These days, fewer people are laughing.
Unidentified flying objects, or unidentified aerial phenomena as the government calls them, have been taken more seriously by U.S. officials in recent years, starting in 2007 with a small, secretly funded program that investigated reports of military encounters.
The program, whose existence was first reported by The New York Times in December 2017, was revived by the Defense Department last summer as the Unidentified Aerial Phenomena Task Force. The department said the task force’s mission was to “detect, analyze and catalog” sightings of strange objects in the sky “that could potentially pose a threat to U.S. national security.” Service members were newly encouraged to speak up if they saw something, with the idea being that removing the stigma behind reporting something weird would provide authorities with a better idea of what’s out there.
Then, late last year, President Donald J. Trump signed a $2.3 trillion appropriations package that included a provision inserted by lawmakers: They asked the secretary of defense and director of national intelligence to submit an unclassified report on what the government knows about U.F.O.s. That report is due this month.
A drumbeat of U.F.O. attention
With the public asking more questions about U.F.O.s, more officials appear willing to answer them.
“There are a lot more sightings than have been made public,” John Ratcliffe, the former director of national intelligence, told Fox News in March. Quite a few of them, he said, “are difficult to explain.”
John Brennan, the former director of the C.I.A., said in a podcast last year that some of the unexplained sightings might be “some type of phenomenon that is the result of something that we don’t yet understand and that could involve some type of activity that some might say constitutes a different form of life.”
The lead-up to the report’s expected release has seen quite a bit of mainstream media attention in recent weeks, including a 13,000-word article in The New Yorker in April, and a segment on CBS’s “60 Minutes.”
Even former President Barack Obama, in an appearance last month on “The Late Late Show With James Corden,” admitted there were “objects in the skies that we don’t know exactly what they are.” (President Biden deflected a question about U.F.O.s a few days later.)
How it all started in 1947
The first thing to know is that “U.F.O.” doesn’t automatically mean “alien.” As its name indicates, U.F.O. refers to any aerial phenomenon with no immediate explanation. Though reported sightings take place frequently around the world, the vast majority of them turn out to be things like stars, satellites, planes, drones, weather balloons, birds or bats.

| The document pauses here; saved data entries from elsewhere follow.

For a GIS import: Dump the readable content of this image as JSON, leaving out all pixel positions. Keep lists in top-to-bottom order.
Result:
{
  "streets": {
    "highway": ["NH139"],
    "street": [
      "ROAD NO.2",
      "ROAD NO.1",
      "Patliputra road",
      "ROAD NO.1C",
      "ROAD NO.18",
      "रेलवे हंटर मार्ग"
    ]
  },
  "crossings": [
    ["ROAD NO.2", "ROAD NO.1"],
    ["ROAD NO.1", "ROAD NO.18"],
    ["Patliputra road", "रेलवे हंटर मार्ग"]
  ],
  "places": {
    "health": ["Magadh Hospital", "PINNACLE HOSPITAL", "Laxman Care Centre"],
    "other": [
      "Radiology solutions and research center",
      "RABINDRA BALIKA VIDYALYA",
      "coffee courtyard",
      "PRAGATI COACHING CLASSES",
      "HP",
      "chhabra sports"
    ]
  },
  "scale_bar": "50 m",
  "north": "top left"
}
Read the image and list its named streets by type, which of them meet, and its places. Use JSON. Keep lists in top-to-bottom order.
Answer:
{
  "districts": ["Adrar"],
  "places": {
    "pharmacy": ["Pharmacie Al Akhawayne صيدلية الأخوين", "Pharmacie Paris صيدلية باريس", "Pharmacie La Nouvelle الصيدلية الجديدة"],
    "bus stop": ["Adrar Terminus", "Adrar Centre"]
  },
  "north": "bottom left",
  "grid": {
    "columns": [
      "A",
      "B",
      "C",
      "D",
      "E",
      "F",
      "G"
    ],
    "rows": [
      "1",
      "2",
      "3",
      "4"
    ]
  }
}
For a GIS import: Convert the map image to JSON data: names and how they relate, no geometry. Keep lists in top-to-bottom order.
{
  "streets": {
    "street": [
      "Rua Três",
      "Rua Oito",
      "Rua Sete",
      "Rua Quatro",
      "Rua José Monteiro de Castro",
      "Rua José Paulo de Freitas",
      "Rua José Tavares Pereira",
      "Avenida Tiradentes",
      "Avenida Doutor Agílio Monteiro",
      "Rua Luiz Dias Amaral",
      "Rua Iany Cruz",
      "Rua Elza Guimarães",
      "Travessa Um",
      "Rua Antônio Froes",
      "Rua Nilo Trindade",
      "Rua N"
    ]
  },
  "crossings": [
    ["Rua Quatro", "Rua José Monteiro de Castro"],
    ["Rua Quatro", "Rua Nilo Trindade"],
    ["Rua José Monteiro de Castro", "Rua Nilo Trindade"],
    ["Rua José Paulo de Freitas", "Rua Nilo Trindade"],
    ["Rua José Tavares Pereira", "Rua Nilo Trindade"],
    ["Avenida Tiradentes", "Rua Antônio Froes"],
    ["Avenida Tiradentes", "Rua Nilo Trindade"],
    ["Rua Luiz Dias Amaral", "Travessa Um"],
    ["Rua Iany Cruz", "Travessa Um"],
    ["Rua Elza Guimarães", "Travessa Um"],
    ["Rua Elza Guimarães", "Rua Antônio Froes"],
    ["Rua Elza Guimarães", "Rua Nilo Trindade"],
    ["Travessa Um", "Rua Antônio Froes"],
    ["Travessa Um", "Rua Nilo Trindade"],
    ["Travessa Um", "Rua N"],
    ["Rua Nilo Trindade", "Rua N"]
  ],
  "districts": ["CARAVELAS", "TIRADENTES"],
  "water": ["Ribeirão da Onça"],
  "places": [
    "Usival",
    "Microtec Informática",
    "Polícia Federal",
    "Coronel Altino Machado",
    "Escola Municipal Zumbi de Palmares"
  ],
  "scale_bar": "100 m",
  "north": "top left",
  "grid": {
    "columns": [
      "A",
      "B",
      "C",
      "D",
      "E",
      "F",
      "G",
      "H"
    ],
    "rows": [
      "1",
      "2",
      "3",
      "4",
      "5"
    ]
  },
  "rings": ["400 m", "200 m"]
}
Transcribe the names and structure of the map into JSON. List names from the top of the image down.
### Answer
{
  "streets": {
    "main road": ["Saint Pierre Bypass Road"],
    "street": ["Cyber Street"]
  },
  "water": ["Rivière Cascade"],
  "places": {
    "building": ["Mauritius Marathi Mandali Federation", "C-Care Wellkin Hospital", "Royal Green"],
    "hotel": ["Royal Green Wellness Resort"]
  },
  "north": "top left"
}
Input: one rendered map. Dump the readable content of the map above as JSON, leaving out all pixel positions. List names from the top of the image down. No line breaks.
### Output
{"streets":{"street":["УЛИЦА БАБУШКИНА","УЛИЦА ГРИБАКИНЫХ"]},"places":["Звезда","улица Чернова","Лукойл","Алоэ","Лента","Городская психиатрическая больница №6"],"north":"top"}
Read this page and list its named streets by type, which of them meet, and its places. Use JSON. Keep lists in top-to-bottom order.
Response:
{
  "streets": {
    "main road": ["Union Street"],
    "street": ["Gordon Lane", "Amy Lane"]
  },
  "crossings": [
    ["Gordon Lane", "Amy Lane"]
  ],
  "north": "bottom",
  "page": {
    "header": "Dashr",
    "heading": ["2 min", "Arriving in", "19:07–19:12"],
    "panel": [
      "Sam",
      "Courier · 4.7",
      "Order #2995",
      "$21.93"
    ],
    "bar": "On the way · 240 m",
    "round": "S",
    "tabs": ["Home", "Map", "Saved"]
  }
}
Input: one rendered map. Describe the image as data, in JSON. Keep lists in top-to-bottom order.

The modern history of U.F.O. sightings is generally considered to have started on June 24, 1947, when Kenneth Arnold, a private pilot from Idaho, reported seeing nine circular objects traveling at supersonic speeds near Mount Rainier. Newspapers described them as “flying saucers,” a term that captured the popular imagination. Though Mr. Arnold appeared to be a credible witness, government officials were skeptical.
Nonetheless, the government began a classified study, called Project Sign, out of concern that such objects could be advanced Soviet weapons. That was followed by Project Blue Book, which reviewed about 12,000 cases from 1952 to 1969, 701 of which could not be explained. It ended with a report saying U.F.O.s were not worth further study. As far as is publicly known, there were no more official government efforts to study U.F.O.s until the one established in 2007, called the Advanced Aerospace Threat Identification Program.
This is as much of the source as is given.